The really, really great part about this? Is that it also relates to an even bigger issue that I've been talking about all year, which is the tendency to look for affirmation and stimulation outside of myself. Last week I talked about old habits like always wanting to watch TV or read when I ate a meal, because I'm always looking to pair one reinforcing stimuli with another in order to create the ultimate reinforcing feels. This week, I noticed that the more I sat down and just concentrated on my food, the more it was just enough. It's kind of like meditation, in a way...what am I trying to drown out? What am I trying to actively *not* pay attention to? When I stop trying to crowd out what I'm doing with other stimuli, I learn to pay attention to the present moment, and slowly, that present moment, that present stimuli, it becomes enough. And when I'm feeling good inside my own body, I'm not actively looking for other things to make me feel good. I'm not trying to grab onto chocolate, or make out with the next hot guy, or buy another pair of great boots. Everything I need, I already have inside of myself. 

Kind of trippy, and the idea probably deserves a post of its own. But. Moving on...

This week I challenged myself to think about the above and use it to help me stare down some more of my weird food addictions/habits, esp. when I was tempted to cheat/slip in my treatment. 

Sometimes it's the dumbest things...like reading an article about project management and seeing the author's bio: 
And then thinking/whining to myself, "I find joy in lattes, TOO! And I want that joy RIGHT NOW!" 

It's so weird, how psychological associations can totally trip us up. I had to remind myself that I used to find joy in lattes...and if I think long and hard about it, I can trace that joy back to a GAP spring commercial from 2006.


See, when this commercial first came out, I had just moved to Minneapolis that spring. And this commercial, for me, was about new possibilities...metropolitan possibilities. Of walking down city sidewalks, going to coffee shops every day if I wanted to, running through parks, bein' fresh. That girl(s) with that latte was who I wanted to be at the time: Joyful, colorful, spring-y, on my way to meet someone totally hot and make out in a park. 

(This is how my mind works, people. Welcome to my amazing mental world)

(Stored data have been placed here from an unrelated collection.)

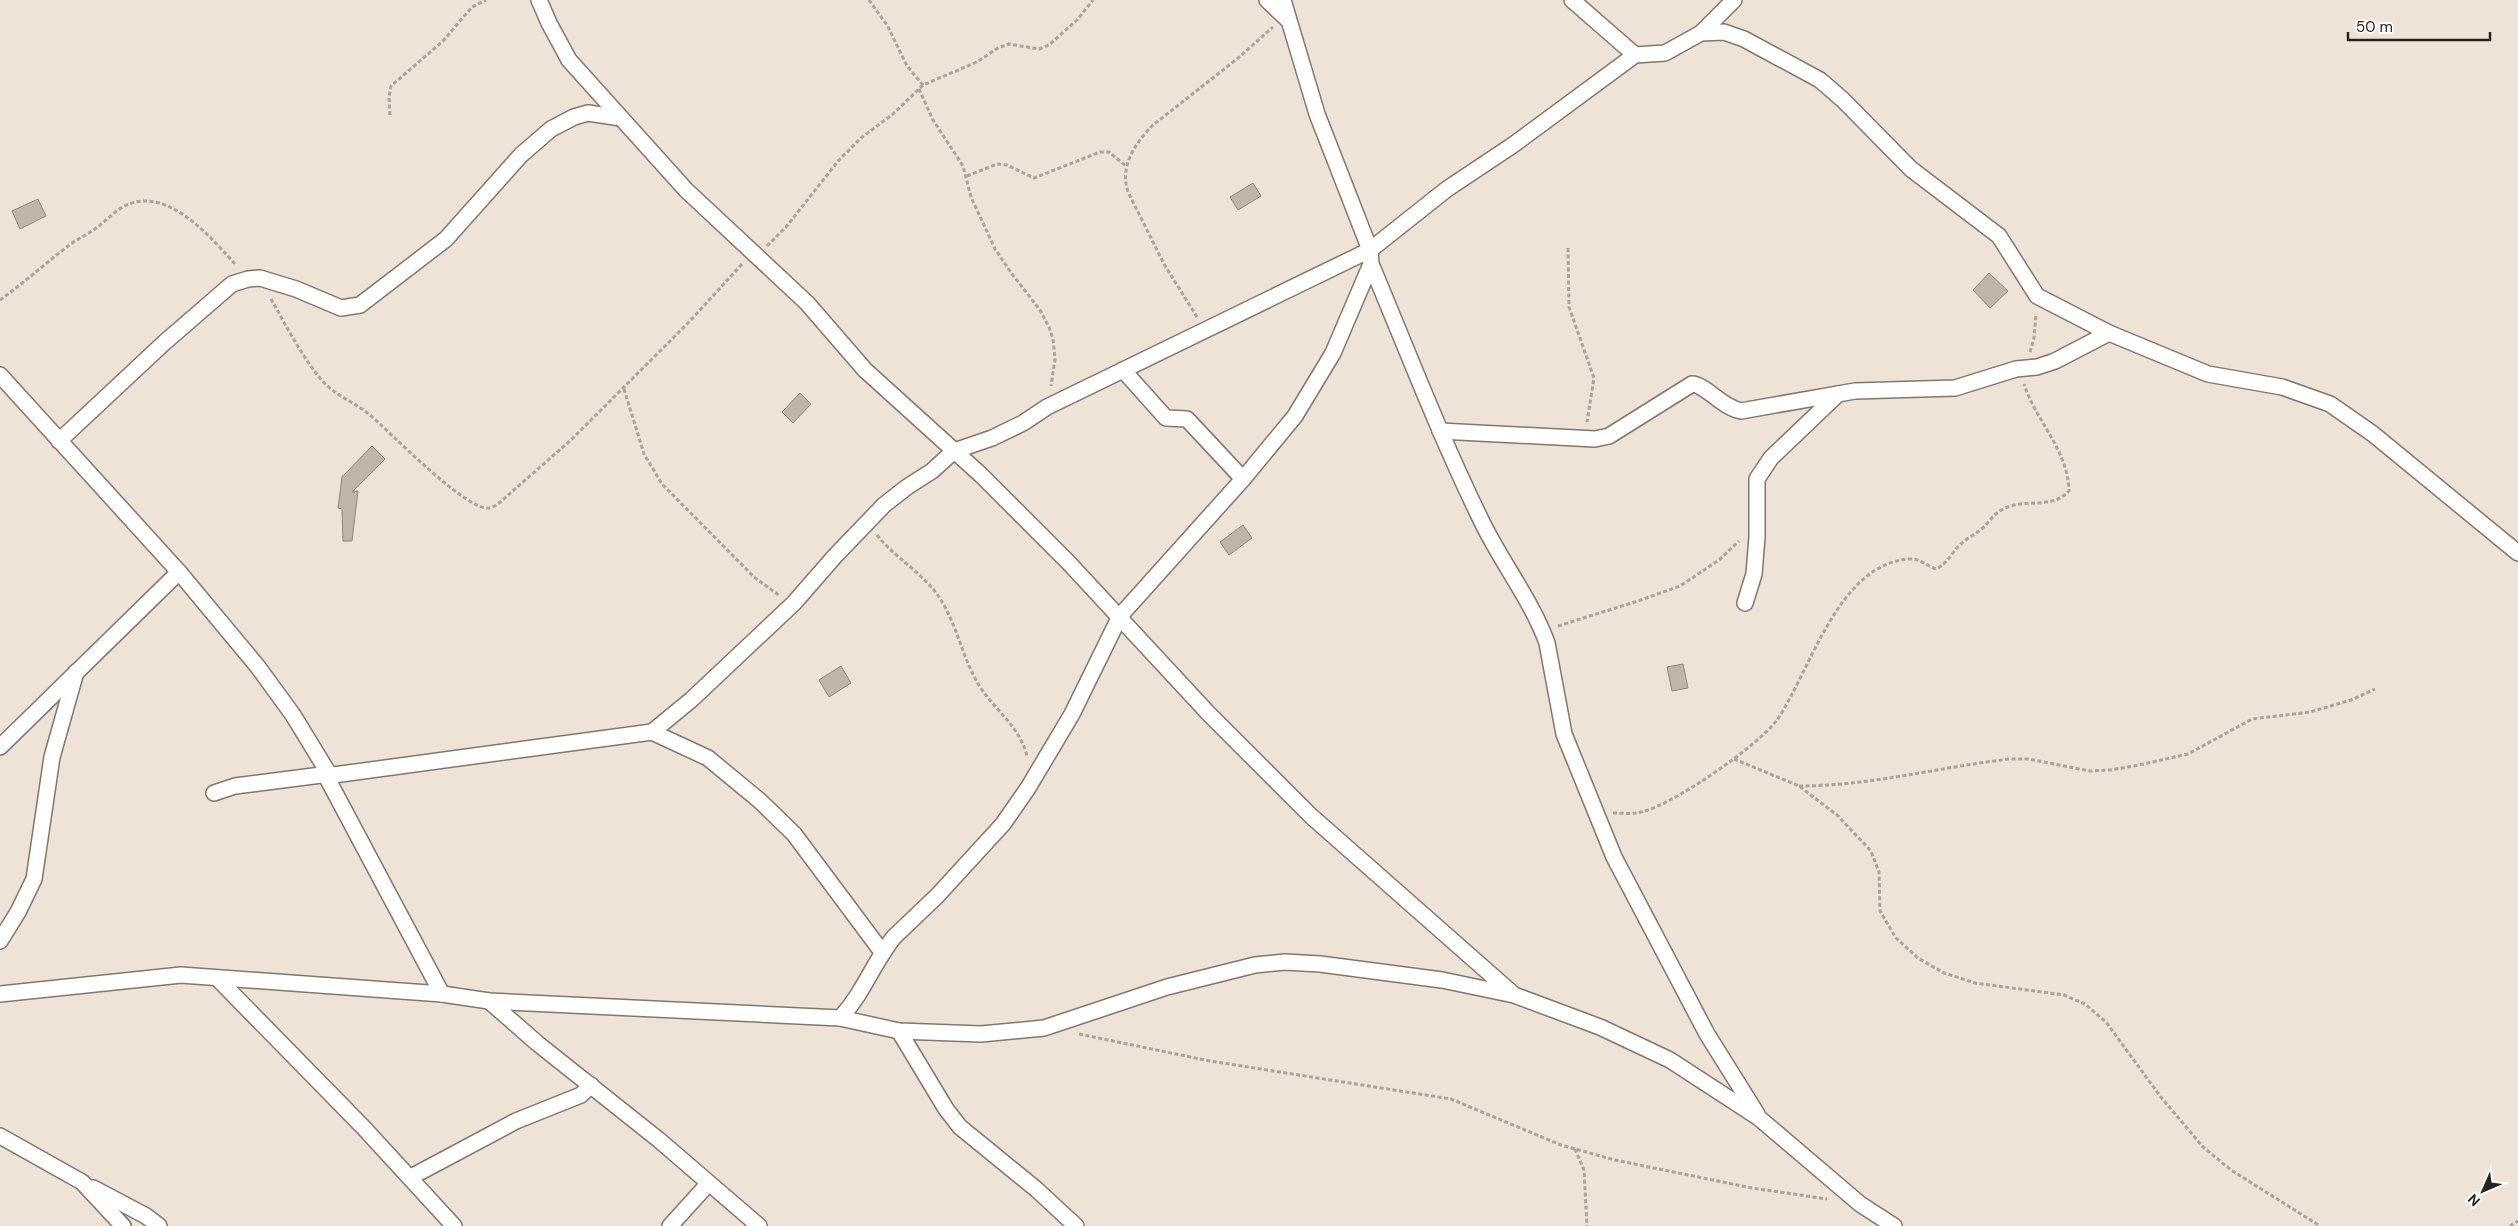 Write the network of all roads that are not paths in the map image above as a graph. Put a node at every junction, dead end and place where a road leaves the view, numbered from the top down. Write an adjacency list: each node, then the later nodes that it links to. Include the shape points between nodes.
1 (540, 0): 9 (street, via 549,24 570,60)
2 (1267, 0): 6 (street)
3 (1283, 0): 6 (street)
4 (1572, 0): 8 (street)
5 (1734, 0): 7 (street)
6 (1286, 18): 10 (street, via 1317,114)
7 (1700, 33): 8 (street, via 1665,53); 11 (street, via 1724,32 1744,39 1820,80 1911,169 1999,236 2037,296)
8 (1634, 55): 10 (street, via 1513,145 1447,189)
9 (621, 118): 16 (street, via 588,113 550,129 521,156 446,239 360,305 341,308 296,288 254,279 232,284 194,315); 17 (street, via 686,190 807,303 865,370)
10 (1371, 257): 12 (street, via 1208,328); 15 (street); 18 (street, via 1333,354 1295,416)
11 (2109, 333): 14 (street, via 2055,361 1955,388); 19 (street, via 2208,374 2282,387 2330,404 2373,434)
12 (1123, 370): 17 (street, via 1047,406 1023,423 992,438); 18 (street, via 1166,418 1187,420)
13 (0, 375): 16 (street)
14 (1838, 394): 15 (street, via 1741,411 1730,408 1702,387 1692,384 1609,436 1580,438); 21 (street, via 1771,458 1757,479 1754,574)
15 (1440, 431): 38 (street, via 1482,521 1543,631 1564,734 1614,857 1703,1026)
16 (59, 441): 20 (street)
17 (954, 451): 22 (street); 24 (street, via 932,471 906,487 867,523 794,603 691,700)
18 (1243, 479): 22 (street)
19 (2518, 553)
20 (179, 572): 23 (street); 26 (street, via 258,667 293,715)
21 (1745, 602)
22 (1120, 616): 29 (street, via 1072,714 1003,824); 33 (street, via 1209,714 1311,816)
23 (76, 672): 25 (street); 28 (street, via 52,757 34,879)
24 (652, 732): 26 (street); 29 (street, via 708,758 760,801 800,841)
25 (0, 747)
26 (327, 775): 27 (street, via 235,786); 32 (street)
27 (214, 793)
28 (0, 941)
29 (882, 952): 35 (street, via 854,1004)
30 (217, 978): 31 (street, via 181,975); 32 (street); 40 (street)
31 (0, 994)
32 (442, 994): 34 (street)
33 (1514, 995): 36 (street, via 1442,980 1285,962 1255,965 1167,988 1044,1028 982,1034); 38 (street, via 1600,1027 1670,1060)
34 (489, 1000): 35 (street); 37 (street, via 536,1043)
35 (840, 1018): 36 (street)
36 (899, 1031): 48 (street, via 960,1127)
37 (591, 1085): 40 (street, via 581,1095 516,1121); 42 (street)
38 (1759, 1118): 49 (street, via 1860,1204)
39 (0, 1136): 41 (street)
40 (411, 1177): 45 (street)
41 (82, 1182): 43 (street); 44 (street)
42 (708, 1184): 46 (street); 47 (street)
43 (124, 1226)
44 (159, 1226)
45 (454, 1226)
46 (670, 1226)
47 (759, 1226)
48 (1076, 1226)
49 (1894, 1226) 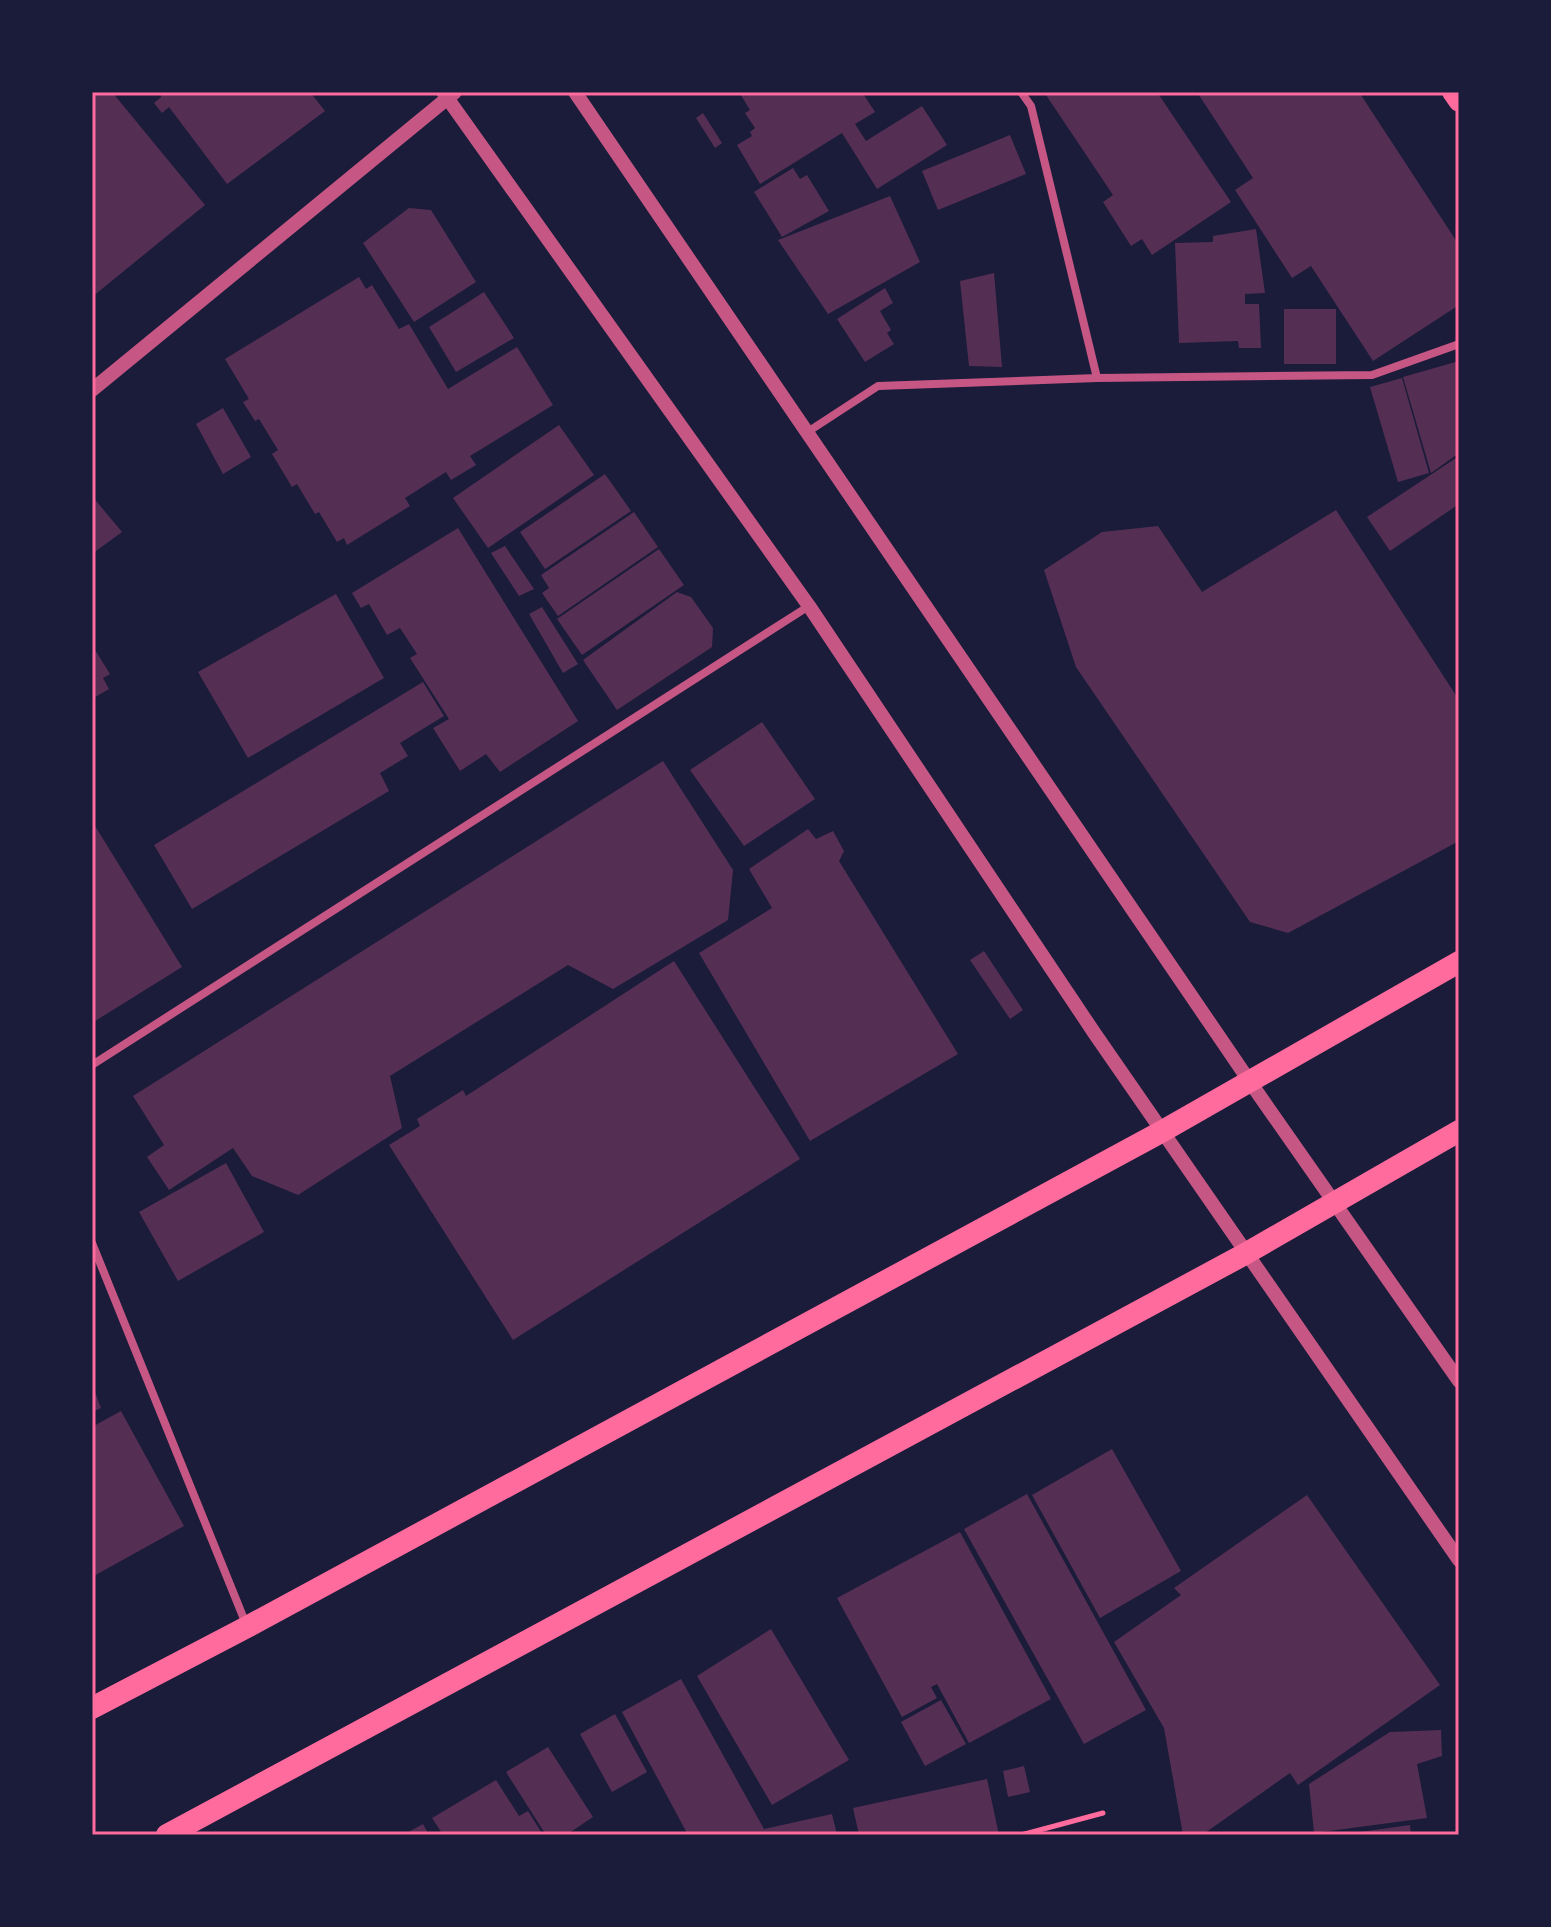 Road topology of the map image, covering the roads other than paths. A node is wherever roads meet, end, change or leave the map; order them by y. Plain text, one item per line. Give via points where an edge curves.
1 (575, 92) edge
2 (1021, 92) edge
3 (1452, 92) edge
4 (448, 94) edge
5 (1459, 102) edge
6 (1459, 344) edge
7 (1097, 378) junction
8 (92, 390) edge
9 (809, 431) junction
10 (809, 606) junction
11 (1459, 962) edge
12 (92, 1065) edge
13 (1250, 1082) junction
14 (1459, 1131) edge
15 (1161, 1132) junction
16 (1335, 1201) junction
17 (92, 1243) edge
18 (1245, 1254) junction
19 (1459, 1381) edge
20 (1459, 1560) edge
21 (247, 1627) junction
22 (92, 1708) edge
23 (167, 1835) edge

1 - 9 street
2 - 7 street via 1031,106
3 - 5 main road
4 - 8 street
4 - 10 street
6 - 7 street via 1372,375
7 - 9 street via 878,386
9 - 13 street
10 - 12 street
10 - 15 street
11 - 13 highway
13 - 15 highway
13 - 16 street
14 - 16 highway
15 - 18 street
15 - 21 highway
16 - 18 highway
16 - 19 street
17 - 21 street
18 - 20 street
18 - 23 highway
21 - 22 highway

And that association has become totally and completely ingrained in my psyche: When I think of lattes, I think of sitting in front of my awesome desk and being motivated to do great work/writing all day long, or taking a sunny stroll through a park somewhere with my best friend, or grabbing one just before I set off on another adventure with my girl Meg. Lattes are not my joy. It's the images and experiences and memories that those lattes conjure up for me. 

But reality is...now, lattes literally make my throat hurt. And instead of motivating me to do great work, they make me tired, zoned out. They ruin my gut. They don't even taste that great anymore, not even when they're flavored (with the exception of a Pumpkin Spice Latte. I think there's something in the way that our female parts are wired that ensures that Pumpkin Spice Lattes will always taste like heaven to us. Maybe all of us girls have a chip that was implanted in us during our gyno visits, which is controlled by the government and sets off some weird type of simulation response to Pumpkin Spice Lattes, which also, conveniently, helps keep the scarf and knee-high boot industries in business. I don't know! All I know is that I'm a girl and I LOVE THEM).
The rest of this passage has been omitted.